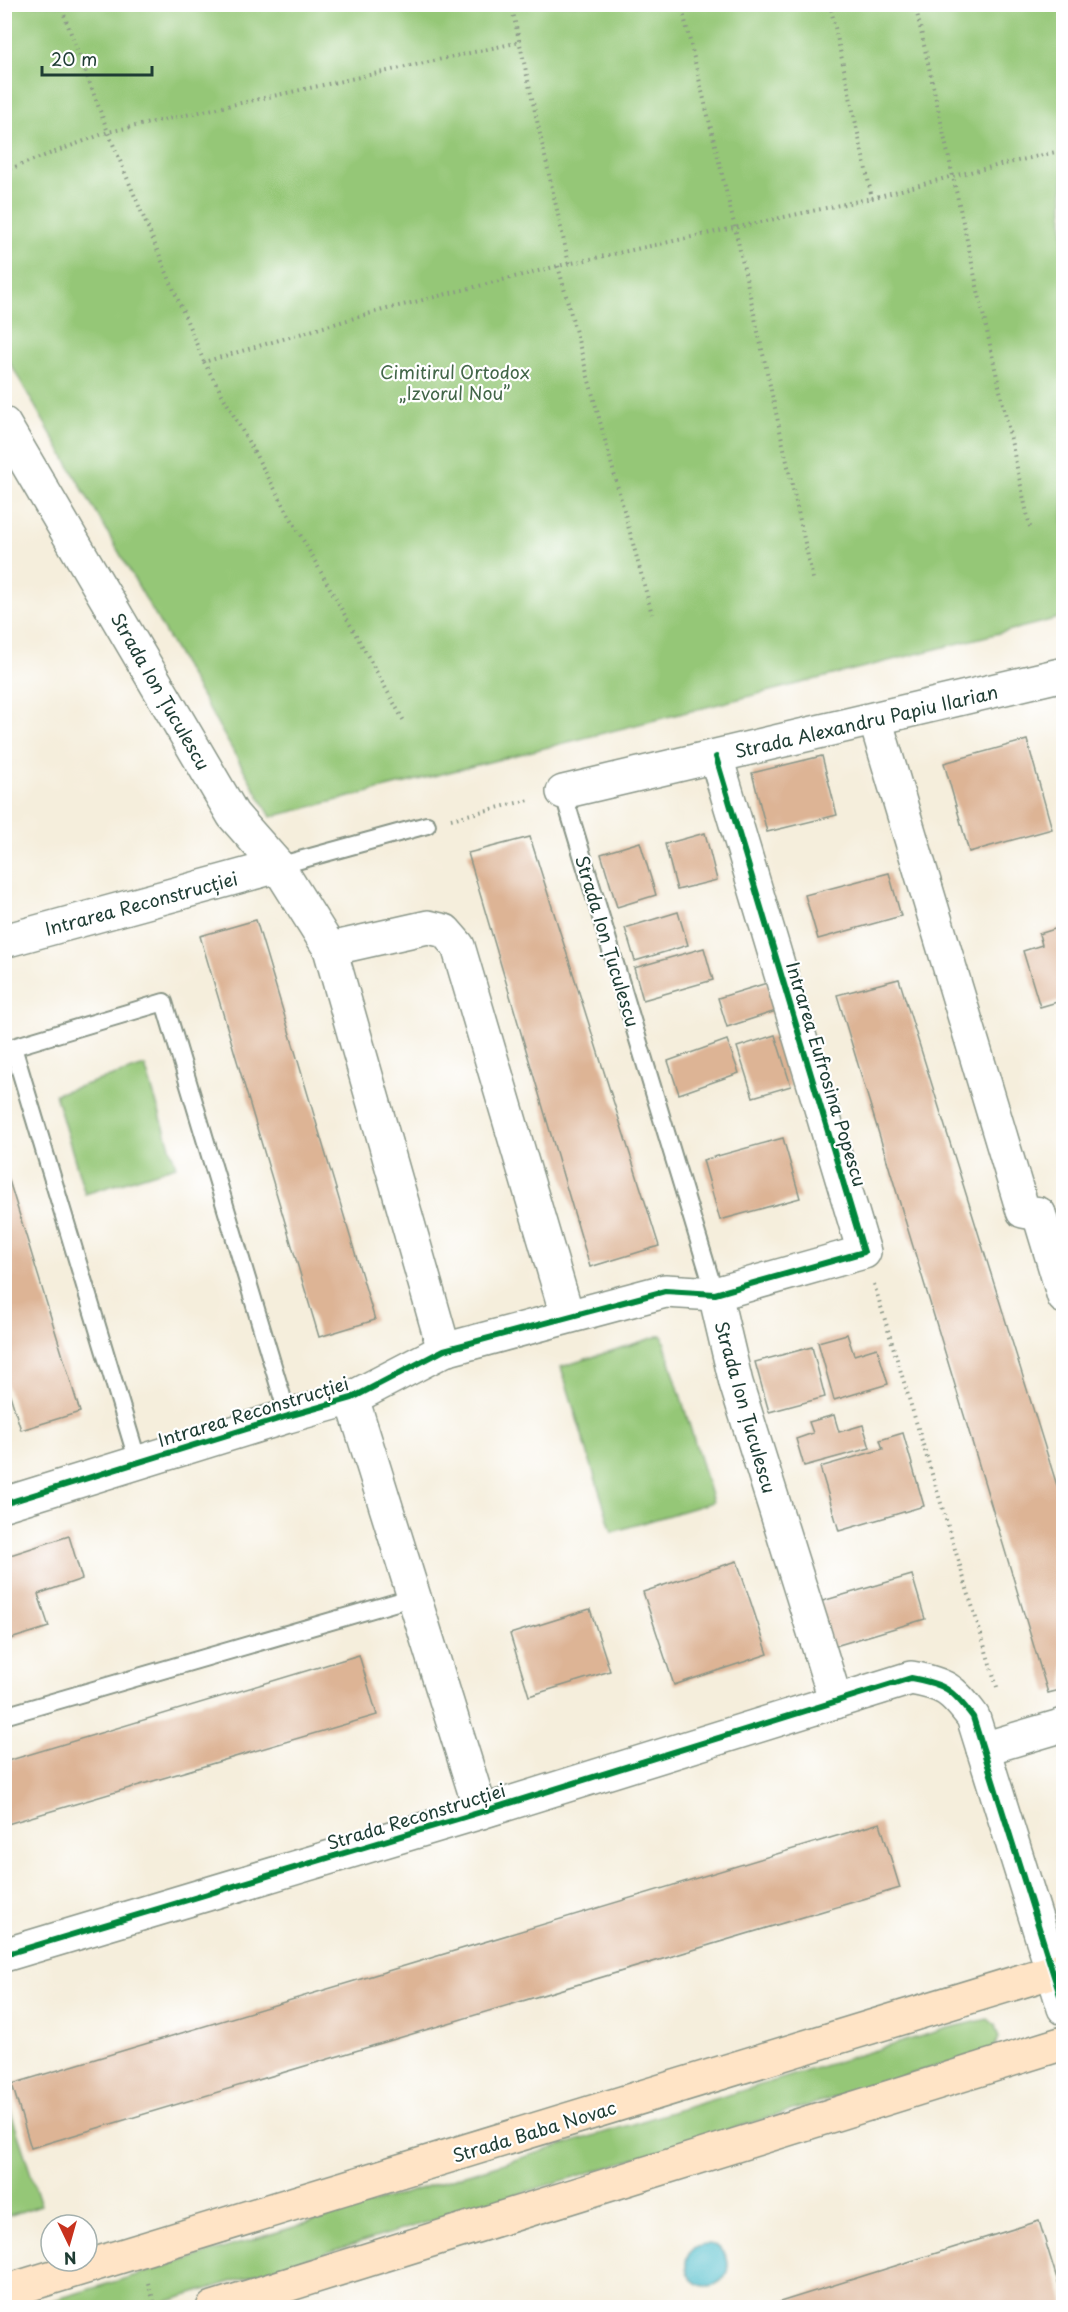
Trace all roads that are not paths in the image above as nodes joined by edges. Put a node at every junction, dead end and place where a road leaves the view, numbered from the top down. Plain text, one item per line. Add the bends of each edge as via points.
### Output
1 (4, 424) edge
2 (1064, 674) edge
3 (874, 719) junction
4 (716, 757) junction
5 (563, 792) joint
6 (428, 825) road end
7 (278, 866) junction
8 (4, 941) edge
9 (330, 950) junction
10 (1051, 1210) edge
11 (714, 1294) junction
12 (1064, 1297) edge
13 (567, 1315) junction
14 (444, 1350) junction
15 (352, 1398) junction
16 (288, 1416) junction
17 (138, 1462) junction
18 (4, 1504) edge
19 (414, 1597) junction
20 (836, 1702) junction
21 (4, 1716) edge
22 (1064, 1725) edge
23 (998, 1744) junction
24 (481, 1812) junction
25 (4, 1955) edge
26 (1058, 1970) edge
27 (1064, 2008) edge
28 (1064, 2043) edge
29 (4, 2292) edge
30 (213, 2307) edge

1 - 7 street, Strada Ion Țuculescu via 233,814
2 - 3 street, Strada Alexandru Papiu Ilarian
3 - 4 street, Strada Alexandru Papiu Ilarian
3 - 10 street via 1023,1211
4 - 5 street, Strada Alexandru Papiu Ilarian
4 - 11 street, Intrarea Eufrosina Popescu via 864,1252
5 - 11 lane, Strada Ion Țuculescu
6 - 7 lane
7 - 8 street, Intrarea Reconstrucției
7 - 9 street, Strada Ion Țuculescu
9 - 13 street via 428,927 445,932 458,946
9 - 14 street, Strada Ion Țuculescu
10 - 12 street
11 - 13 street, Intrarea Reconstrucției via 666,1291
11 - 20 street, Strada Ion Țuculescu via 736,1383
13 - 14 street, Intrarea Reconstrucției
14 - 15 street, Intrarea Reconstrucției
15 - 16 street, Intrarea Reconstrucției
15 - 19 street, Intrarea Reconstrucției
16 - 17 street, Intrarea Reconstrucției
16 - 17 lane, Intrarea Reconstrucției via 164,1002 13,1047
17 - 18 street, Intrarea Reconstrucției
19 - 21 lane
19 - 24 street, Intrarea Reconstrucției
20 - 23 street via 911,1678 931,1681 946,1687 960,1700
20 - 24 street, Strada Reconstrucției
22 - 23 street
23 - 26 street
24 - 25 street, Strada Reconstrucției
26 - 27 street
26 - 29 main road, Strada Baba Novac
28 - 30 main road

About this exercise →
Above are some records; copy each line there that contains "Papiu".

Answer section →
2 - 3 street, Strada Alexandru Papiu Ilarian
3 - 4 street, Strada Alexandru Papiu Ilarian
4 - 5 street, Strada Alexandru Papiu Ilarian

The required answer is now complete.